Bu kapı meselesi ile ilgili kafa patlatıyoruz ya, kim ne derse desin, Kıbrıs Türk tarafı masaya kapı açmak için otururken, Rum tarafının ‘yapıcı’ dediği önerileri arasında kapı açmak değil, toprak ayarlamasından başka bir şey yok. 

Yani Ersin Tatar’ı bazı işleri yokuşa sürmek konusunda eleştirenler arasında olduğumu söylememe gerek yok sanırım. Ama bu konuda ona haksızlık etmem mümkün değil. 

Evet yanlış okumadınız, bizimkiler kapı diyor, onlar ‘kapı kılığına girmiş toprak’ diyor.

Rum tarafı masaya Kıbrıs’ın kuzeyi ile güneyi arasındaki yurttaşların karşılıklı geçişlerini sağlayacak geçiş kapısı açmak değil, Kıbrıs’ın güneyinden yola çıkan bir yurttaşın, Kıbrıs’ın güneyine daha kestirme bir şekilde varmasını sağlayacak bir koridor oluşmasını istiyor. Bunun için ise gerek Kıbrıs Türk tarafından, gerekse de ara bölgeden bir kısım toprağı kendi kontrolüne geçirmek istiyor. 

Eski Cumhurbaşkanı Akıncı, ‘makuliyet’ diye bir kavram ortaya atmış ve bunu kullanıyordu. Şimdi bakıyorum da o zaman masanın infilak etmesini sağlamak üzere görevli olduğunu düşündüğümüz, Sözcü, Dışişleri Bakanı ve şimdiki Başkan Hristostulides ‘makul’ olmaktan son derece uzak önerilerinin, 13 yıldır kabul görmediği gibi, yine kabul görmeyeceğini biliyor olması gerekmez mi?

“Derdin buysa gel Akıncılar’ı açalım?” demiş masada Cumhurbaşkanı Tatar.  Benim görüşüm ne denli önemlidir o çevrelerde bilmem ama ‘iyi hamle’ demeden geri duramam doğrusu.

“Kiracıköy değil, Luricina. Hade ela” diye masaya, elindeki kozu sürebilmesi de önemli. 

Tatar’ı basın toplantısı sırasında, son derece kendinden emin gördüm.  Daha önceki ve her halinden top çevirmek durumunda olduğu basın toplantılarından farklı olarak, kısa ve net konuştu.
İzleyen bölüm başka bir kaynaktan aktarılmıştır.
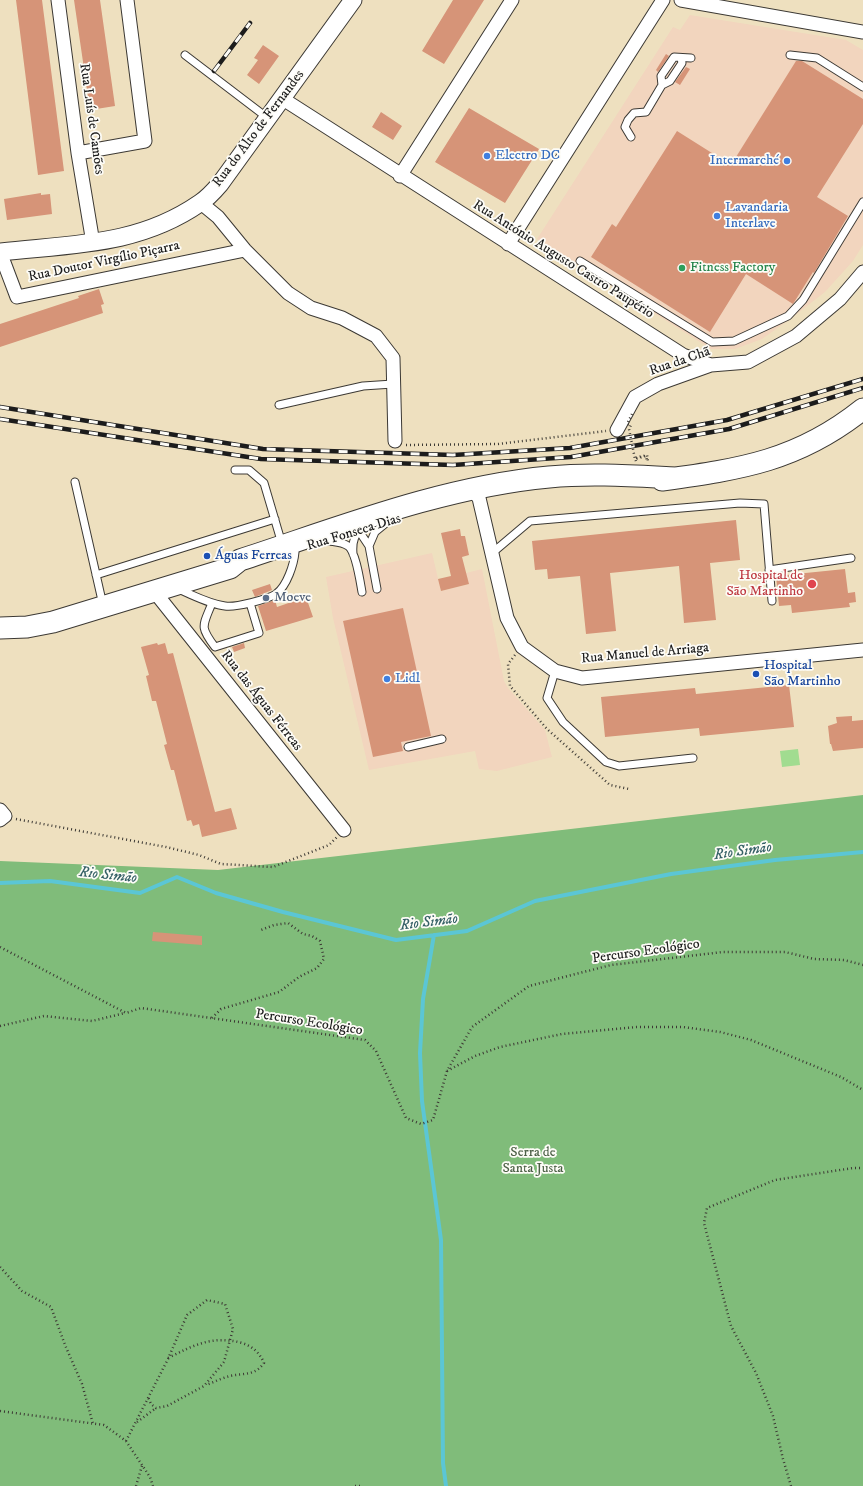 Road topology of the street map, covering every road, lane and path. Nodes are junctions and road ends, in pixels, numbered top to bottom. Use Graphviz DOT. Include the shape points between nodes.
graph roads {
  1 [pos="58,0"];
  2 [pos="127,0"];
  3 [pos="353,0"];
  4 [pos="512,0"];
  5 [pos="663,0"];
  6 [pos="681,0"];
  7 [pos="863,32"];
  8 [pos="184,55"];
  9 [pos="790,55"];
  10 [pos="691,58"];
  11 [pos="863,87"];
  12 [pos="283,99"];
  13 [pos="269,119"];
  14 [pos="630,137"];
  15 [pos="78,153"];
  16 [pos="400,176"];
  17 [pos="863,202"];
  18 [pos="202,203"];
  19 [pos="94,243"];
  20 [pos="508,244"];
  21 [pos="245,250"];
  22 [pos="0,252"];
  23 [pos="580,261"];
  24 [pos="863,273"];
  25 [pos="711,365"];
  26 [pos="392,384"];
  27 [pos="279,405"];
  28 [pos="863,409"];
  29 [pos="632,414"];
  30 [pos="617,430"];
  31 [pos="395,441"];
  32 [pos="647,461"];
  33 [pos="235,470"];
  34 [pos="676,478"];
  35 [pos="75,482"];
  36 [pos="471,494"];
  37 [pos="407,506"];
  38 [pos="275,520"];
  39 [pos="329,536"];
  40 [pos="363,539"];
  41 [pos="289,547"];
  42 [pos="353,554"];
  43 [pos="491,554"];
  44 [pos="851,558"];
  45 [pos="769,570"];
  46 [pos="96,575"];
  47 [pos="162,588"];
  48 [pos="377,589"];
  49 [pos="362,592"];
  50 [pos="772,601"];
  51 [pos="212,603"];
  52 [pos="250,603"];
  53 [pos="104,607"];
  54 [pos="0,628"];
  55 [pos="863,650"];
  56 [pos="555,671"];
  57 [pos="442,739"];
  58 [pos="408,747"];
  59 [pos="693,758"];
  60 [pos="2,816"];
  61 [pos="344,830"];
  62 [pos="261,930"];
  63 [pos="0,948"];
  64 [pos="863,965"];
  65 [pos="126,1013"];
  66 [pos="212,1018"];
  67 [pos="0,1026"];
  68 [pos="447,1071"];
  69 [pos="863,1090"];
  70 [pos="863,1168"];
  71 [pos="0,1267"];
  72 [pos="230,1340"];
  73 [pos="168,1359"];
  74 [pos="204,1386"];
  75 [pos="148,1397"];
  76 [pos="156,1408"];
  77 [pos="0,1411"];
  78 [pos="135,1423"];
  79 [pos="93,1424"];
  80 [pos="126,1441"];
  81 [pos="142,1466"];
  82 [pos="136,1486"];
  83 [pos="153,1486"];
  84 [pos="355,1486"];
  85 [pos="362,1486"];
  86 [pos="792,1486"];
  1 -- 15 [label="street, Rua Luís de Camões"];
  2 -- 15 [label="street" via="145,141"];
  3 -- 12 [label="street, Rua do Alto de Fernandes"];
  4 -- 16 [label="street"];
  5 -- 20 [label="street"];
  6 -- 7 [label="street"];
  8 -- 13 [label="lane"];
  9 -- 11 [label="lane" via="817,58"];
  10 -- 14 [label="lane" via="674,57 661,76 662,85 646,112 634,113 628,120 625,127"];
  12 -- 13 [label="street, Rua do Alto de Fernandes"];
  12 -- 16 [label="street, Rua António Augusto Castro Paupério"];
  13 -- 18 [label="street, Rua do Alto de Fernandes" via="220,184"];
  15 -- 19 [label="street, Rua Luís de Camões"];
  16 -- 20 [label="street, Rua António Augusto Castro Paupério"];
  17 -- 23 [label="lane" via="803,300 788,316 734,341 712,342"];
  18 -- 19 [label="street, Rua do Alto de Fernandes" via="169,222 133,236"];
  18 -- 21 [label="street" via="218,217"];
  19 -- 22 [label="street, Rua do Alto de Fernandes"];
  20 -- 25 [label="street, Rua António Augusto Castro Paupério" via="683,355"];
  21 -- 22 [label="street, Rua Doutor Virgílio Piçarra" via="16,297"];
  21 -- 26 [label="street" via="288,293 311,308 342,318 376,336 392,358"];
  24 -- 25 [label="street, Rua da Chã" via="840,299 796,336 748,362"];
  25 -- 30 [label="street, Rua da Chã" via="658,384 635,397"];
  26 -- 27 [label="lane" via="363,386"];
  26 -- 31 [label="street"];
  28 -- 34 [label="main road, Rua Fonseca Dias" via="840,427 796,450 749,466"];
  29 -- 32 [label="path, bridge" via="627,424 631,426 629,429 635,459 646,456"];
  30 -- 31 [label="path" via="498,444 404,445"];
  33 -- 38 [label="lane" via="249,470 264,483"];
  34 -- 36 [label="main road, Rua Fonseca Dias" via="633,485 574,485"];
  34 -- 36 [label="main road, Rua Fonseca Dias" via="561,476 509,482"];
  35 -- 46 [label="lane"];
  36 -- 37 [label="main road, Rua Fonseca Dias"];
  36 -- 40 [label="main road, Rua Fonseca Dias" via="386,523"];
  36 -- 43 [label="street, Rua Manuel de Arriaga"];
  37 -- 39 [label="main road, Rua Fonseca Dias"];
  37 -- 40 [label="lane" via="388,518 362,528"];
  38 -- 41 [label="lane"];
  38 -- 46 [label="lane"];
  39 -- 40 [label="main road, Rua Fonseca Dias"];
  39 -- 41 [label="main road, Rua Fonseca Dias"];
  39 -- 42 [label="lane" via="349,546"];
  40 -- 42 [label="lane" via="352,545"];
  40 -- 48 [label="lane"];
  41 -- 47 [label="main road, Rua Fonseca Dias" via="241,568 230,568"];
  41 -- 52 [label="lane" via="294,563 282,586 276,594"];
  42 -- 49 [label="lane"];
  43 -- 45 [label="lane" via="530,521 764,504"];
  43 -- 56 [label="street, Rua Manuel de Arriaga" via="507,618 522,648"];
  44 -- 45 [label="lane"];
  45 -- 50 [label="lane"];
  46 -- 53 [label="lane"];
  47 -- 51 [label="lane"];
  47 -- 53 [label="main road, Rua Fonseca Dias"];
  47 -- 61 [label="street, Rua das Águas Férreas"];
  51 -- 52 [label="lane" via="226,606"];
  51 -- 52 [label="lane" via="204,623 204,632 215,646 259,633"];
  53 -- 54 [label="main road, Rua Fonseca Dias" via="53,622 27,627"];
  55 -- 56 [label="street, Rua Manuel de Arriaga" via="582,678"];
  56 -- 59 [label="lane" via="547,698 564,722 606,762 619,766"];
  57 -- 58 [label="lane"];
  60 -- 61 [label="path" via="166,847 199,855 221,864 273,867 329,845"];
  62 -- 66 [label="path" via="288,923 303,934 320,941 324,959 317,968 299,977 279,992 221,1009"];
  63 -- 65 [label="path"];
  64 -- 68 [label="path, Percurso Ecológico" via="844,960 814,959 785,952 723,952 604,966 529,986 472,1028"];
  65 -- 66 [label="path, Percurso Ecológico" via="141,1008"];
  65 -- 67 [label="path, Percurso Ecológico" via="92,1021 44,1016"];
  66 -- 68 [label="path, Percurso Ecológico" via="365,1040 376,1051 406,1118 422,1124 433,1120"];
  68 -- 69 [label="path" via="475,1056 500,1047 562,1034 637,1027 683,1027 720,1032 751,1040 841,1077"];
  70 -- 86 [label="path" via="775,1180 707,1208 704,1223 731,1326 756,1373 773,1416"];
  71 -- 79 [label="path" via="22,1291 51,1307 82,1384"];
  72 -- 73 [label="path" via="215,1339 190,1347"];
  72 -- 73 [label="path" via="233,1329 225,1304 207,1300 187,1315"];
  72 -- 74 [label="path" via="224,1362"];
  72 -- 74 [label="path" via="249,1346 261,1356 264,1363 260,1369 250,1374 230,1376"];
  73 -- 75 [label="path"];
  74 -- 76 [label="path" via="167,1406"];
  75 -- 76 [label="path"];
  75 -- 78 [label="path"];
  76 -- 78 [label="path"];
  77 -- 79 [label="path"];
  78 -- 80 [label="path"];
  79 -- 80 [label="path" via="104,1425"];
  80 -- 81 [label="path"];
  81 -- 82 [label="path"];
  81 -- 83 [label="path"];
  84 -- 85 [label="path"];
}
Biraz daha özgüvenli. Belli ki, ‘ilgili yerler’ dediği kimseler ve kurumlarla bol bol egsersiz yapmış, olası senaryolar üzerinde çalışmış.    
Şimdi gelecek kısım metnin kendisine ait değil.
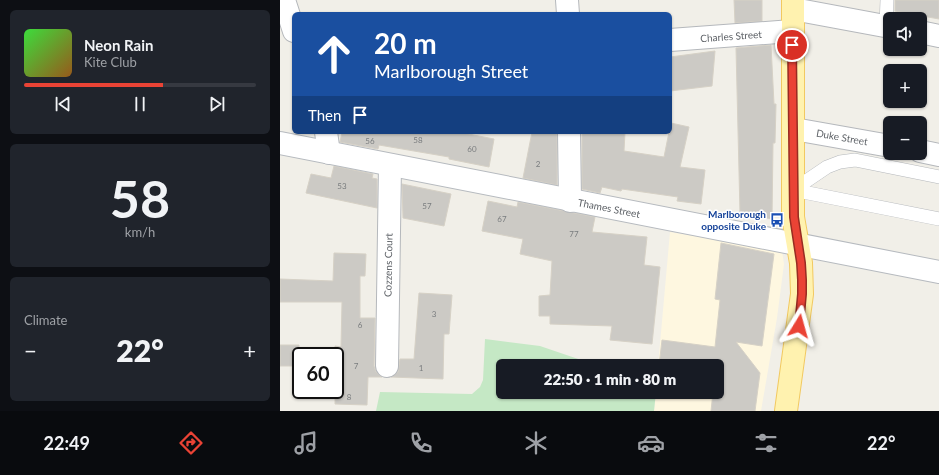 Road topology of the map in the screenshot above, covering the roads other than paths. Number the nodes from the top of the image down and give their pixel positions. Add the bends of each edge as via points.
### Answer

Artık top çevirmiyor, Cumhurbaşkanlığı seçim yılında girdiğimiz 2025’te halka masadan bir şey getirmek durumunda olduğunu biliyor. Kapı, ya da başka bir şey. Halk bir şey bekliyor. Kapı olur, ilerleme olur, umut olur... Kendisinden bir şey beklendiğinin farkında gibi. 
Kapı konusu artık fiziki bir zaruret. Kendisi de açık yüreklilikle söyledi. Yeni Cumhurbaşkanlığı ve Meclis Yerleşkesi kullanıma açıldığı andan itibaren, Metehan bölgesinde var olan trafik yoğunluğu misli ile artacak. Kıbrıs sorunu ile ilgili beklentisi olmayanlar, Güney Kıbrıs’a geçmeyenler dahi, yaşadıkları trafik kaosu için suçlayacak birini arayacak. O nedenle Metehan’ı rahatlatacak bir çare şart. Tatar, Nikos’tan Metehan’ın güney kanadının genişletilmesi ile ilgili söz aldı ancak yetmez. 

Akıl, Haspolat’ı, belki de Akıncılar’ı emreder. Dünkü BM açıklamasının üçüncü paragrafı çok net. İnsanlar arasında iletişimi ağlayacak, ekonomik bağları güçlendirecek, güven artırmayı hedefliyor bu açılması hedeflenen kapılar. 

Ha, bu sefer, özellikle Hakan Fidan ziyareti sonrası topun kendi alanında olduğunun idrakine varan Nikos, top çevirecekse, o zaman Erenköy ile Kiracıköy konuşulur, ama adına kapı denmez, toprak ayarlaması denir ve katiyen makul ve mantıklı olmaz.